> _Problem requirements_
Reproduce word for word every line of the entries below, from the line containing "thumb tip: (1074, 979)" through the final line, and nothing else.

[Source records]

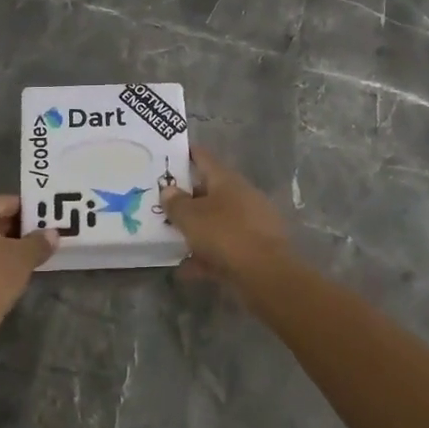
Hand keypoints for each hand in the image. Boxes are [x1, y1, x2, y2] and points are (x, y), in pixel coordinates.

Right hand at [160, 147, 293, 285]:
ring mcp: (250, 223)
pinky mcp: (254, 249)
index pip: (203, 157)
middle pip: (209, 191)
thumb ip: (175, 202)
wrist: (266, 274)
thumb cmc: (224, 234)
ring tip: (170, 238)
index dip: (186, 153)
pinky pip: (223, 247)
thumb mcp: (190, 217)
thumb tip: (169, 190)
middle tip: (162, 203)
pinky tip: (185, 269)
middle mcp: (241, 196)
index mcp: (226, 180)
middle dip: (187, 198)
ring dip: (196, 229)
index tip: (169, 154)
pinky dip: (205, 255)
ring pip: (216, 221)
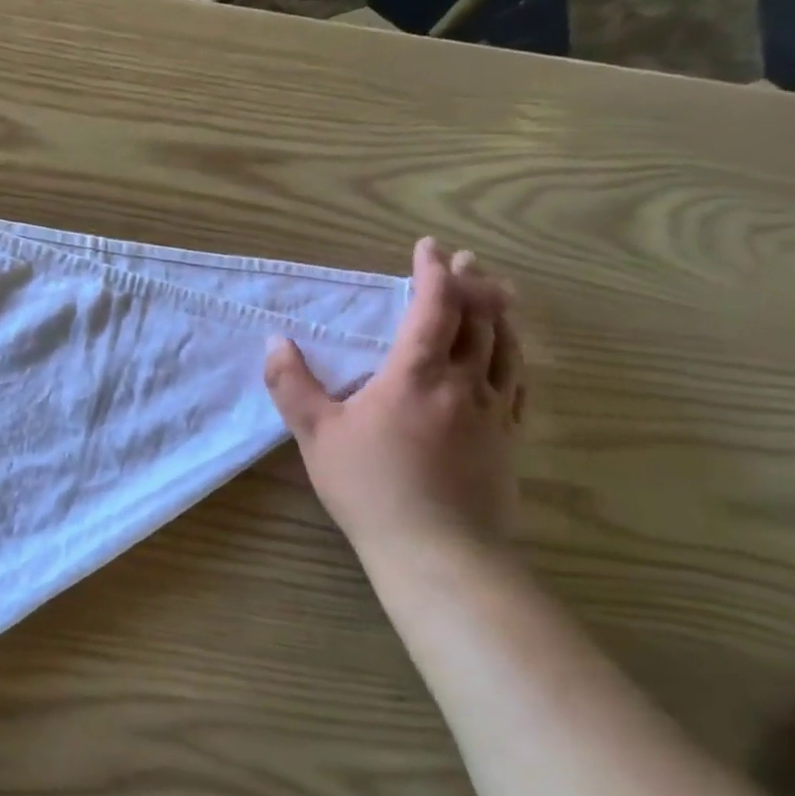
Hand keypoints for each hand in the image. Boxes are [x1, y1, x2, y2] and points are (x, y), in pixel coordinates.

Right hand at [265, 237, 525, 567]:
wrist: (437, 549)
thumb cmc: (370, 486)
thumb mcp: (316, 434)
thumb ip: (292, 385)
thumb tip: (275, 343)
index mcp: (416, 374)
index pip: (434, 307)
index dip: (433, 272)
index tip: (428, 247)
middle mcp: (463, 382)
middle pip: (481, 318)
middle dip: (473, 282)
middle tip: (467, 260)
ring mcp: (493, 410)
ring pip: (508, 347)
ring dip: (501, 313)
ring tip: (497, 293)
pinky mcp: (508, 438)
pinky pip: (519, 383)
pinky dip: (515, 356)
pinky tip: (511, 357)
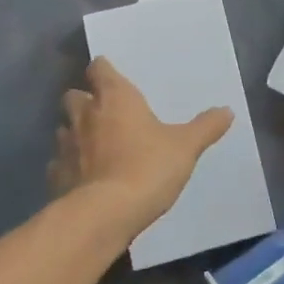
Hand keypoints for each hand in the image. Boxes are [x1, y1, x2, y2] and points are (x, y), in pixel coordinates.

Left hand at [49, 57, 233, 244]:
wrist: (104, 215)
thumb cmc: (147, 168)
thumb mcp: (186, 147)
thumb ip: (205, 127)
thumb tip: (227, 110)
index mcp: (115, 98)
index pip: (99, 69)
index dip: (103, 70)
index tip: (110, 75)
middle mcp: (85, 114)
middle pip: (74, 95)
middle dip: (84, 100)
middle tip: (103, 112)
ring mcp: (65, 145)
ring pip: (63, 128)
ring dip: (75, 132)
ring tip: (93, 145)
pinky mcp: (55, 176)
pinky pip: (58, 163)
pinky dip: (68, 166)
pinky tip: (83, 177)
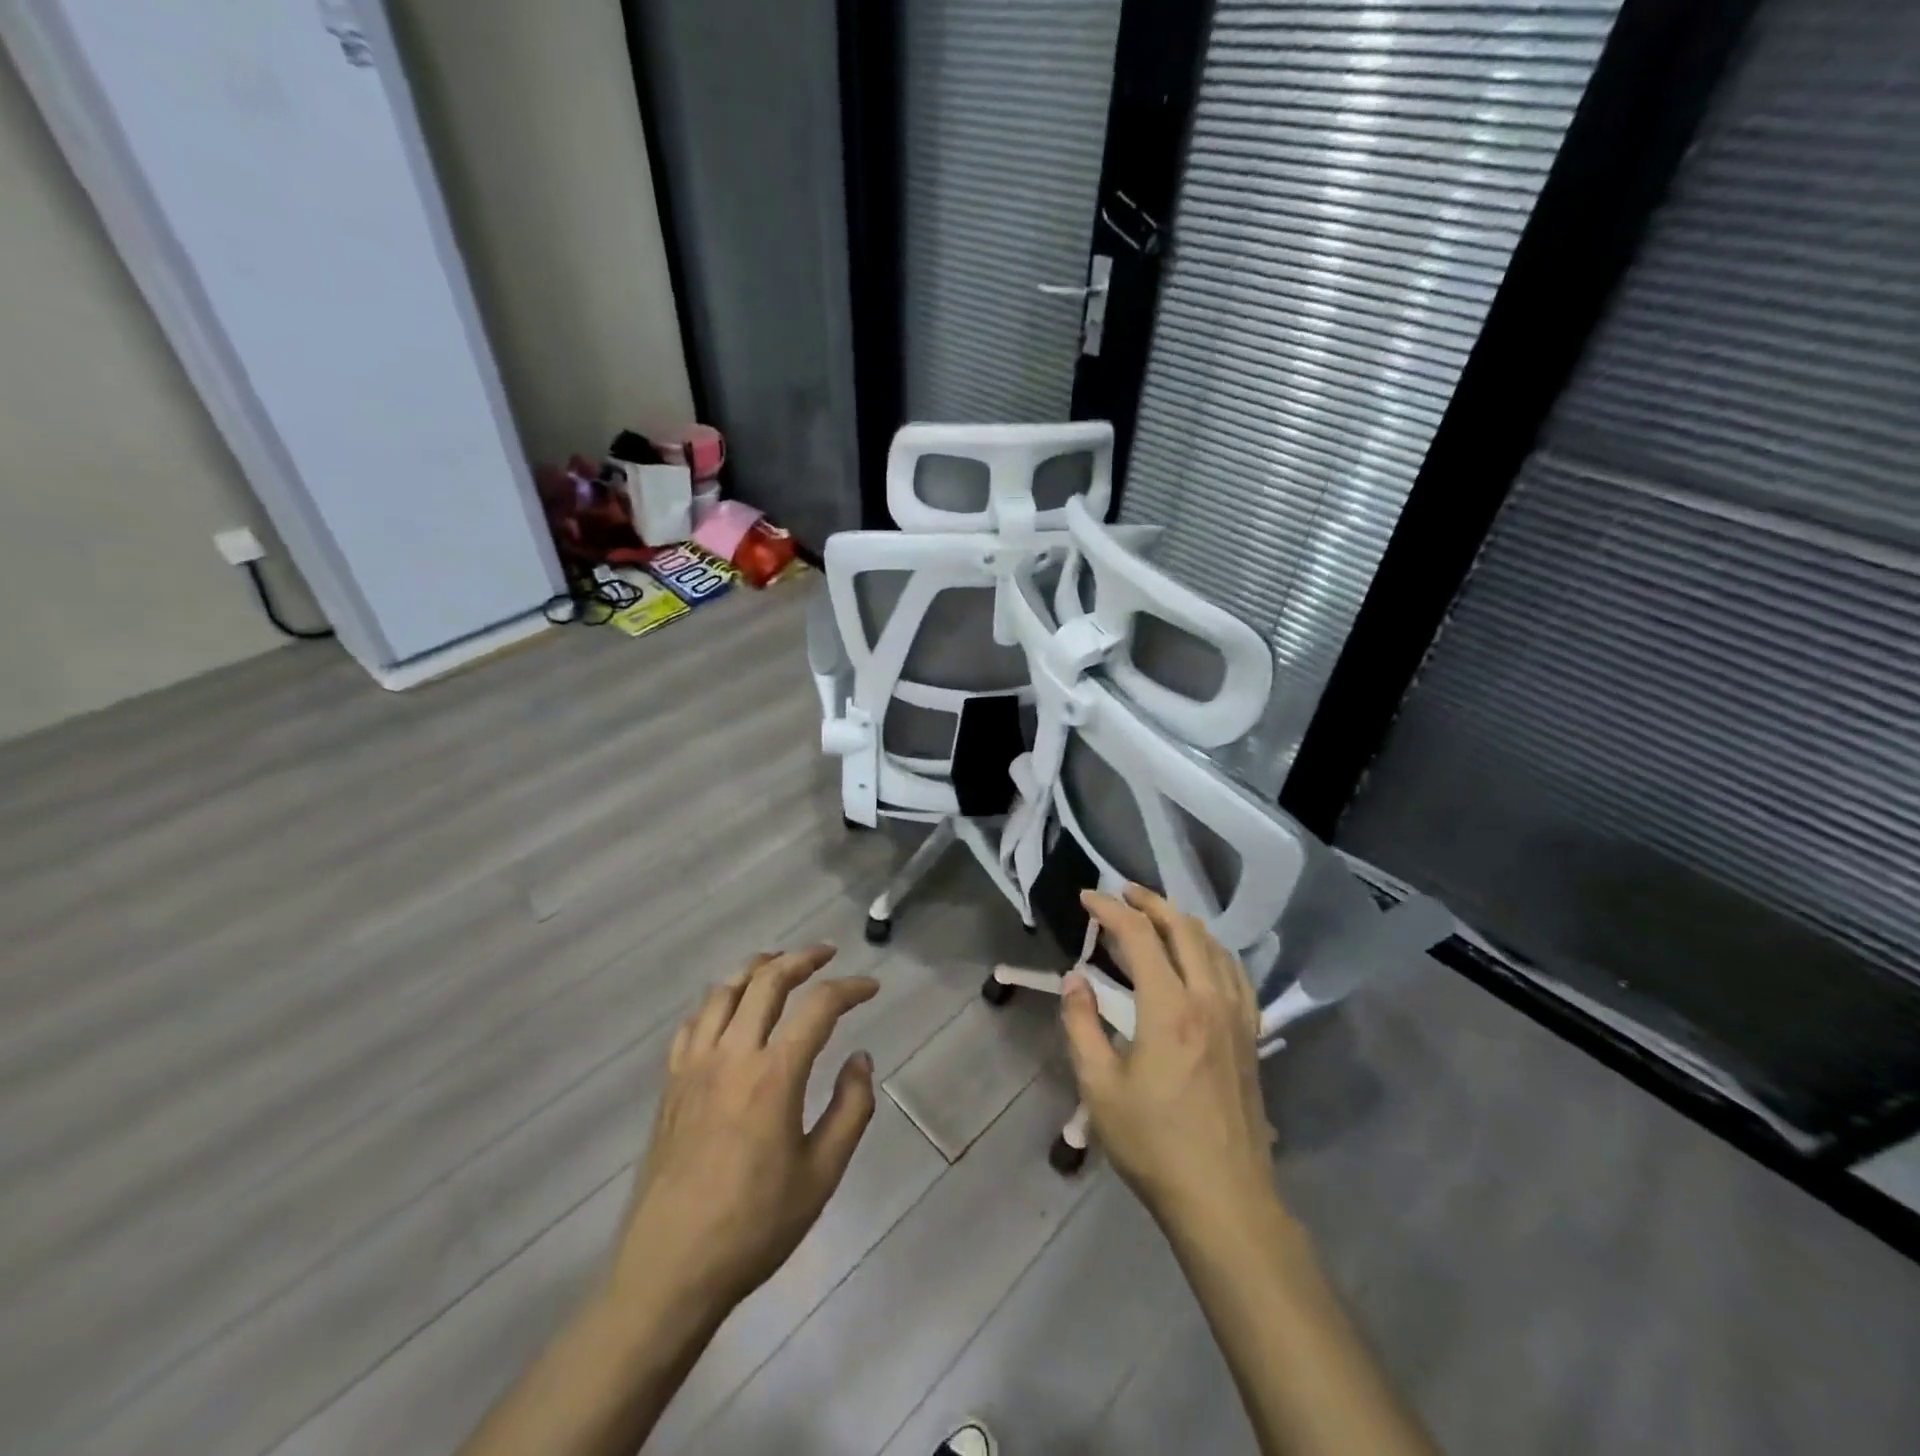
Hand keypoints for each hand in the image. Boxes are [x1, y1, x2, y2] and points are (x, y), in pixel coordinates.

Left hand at [610, 945, 878, 1320]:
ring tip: (779, 965)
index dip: (850, 988)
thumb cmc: (754, 1227)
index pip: (819, 1006)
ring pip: (724, 990)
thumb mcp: (822, 1175)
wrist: (669, 1271)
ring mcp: (694, 1066)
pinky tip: (730, 1011)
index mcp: (773, 1075)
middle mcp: (732, 1055)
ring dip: (756, 968)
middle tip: (827, 955)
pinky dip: (718, 1001)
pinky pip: (693, 1022)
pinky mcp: (670, 1084)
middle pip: (767, 980)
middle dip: (802, 958)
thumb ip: (850, 1108)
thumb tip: (861, 1058)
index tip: (871, 988)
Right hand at [1062, 886, 1276, 1234]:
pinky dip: (1212, 950)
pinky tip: (1201, 957)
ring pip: (1213, 946)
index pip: (1139, 936)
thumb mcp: (1099, 1087)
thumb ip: (1081, 1024)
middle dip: (1150, 902)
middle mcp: (1208, 999)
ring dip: (1181, 921)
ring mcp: (1236, 1017)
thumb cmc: (1154, 1144)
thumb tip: (1074, 979)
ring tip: (1155, 916)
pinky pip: (1235, 973)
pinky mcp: (1250, 1037)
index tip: (1086, 897)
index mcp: (1169, 1008)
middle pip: (1183, 928)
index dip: (1110, 909)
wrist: (1224, 1199)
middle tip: (1121, 893)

> _Your solution_
thumb tip: (1074, 979)
ring tip: (1155, 916)
pinky pip: (1235, 973)
pinky mcp: (1250, 1037)
index tip: (1086, 897)
index mcp: (1169, 1008)
middle pip: (1183, 928)
index dip: (1110, 909)
wrist: (1224, 1199)
middle tip: (1121, 893)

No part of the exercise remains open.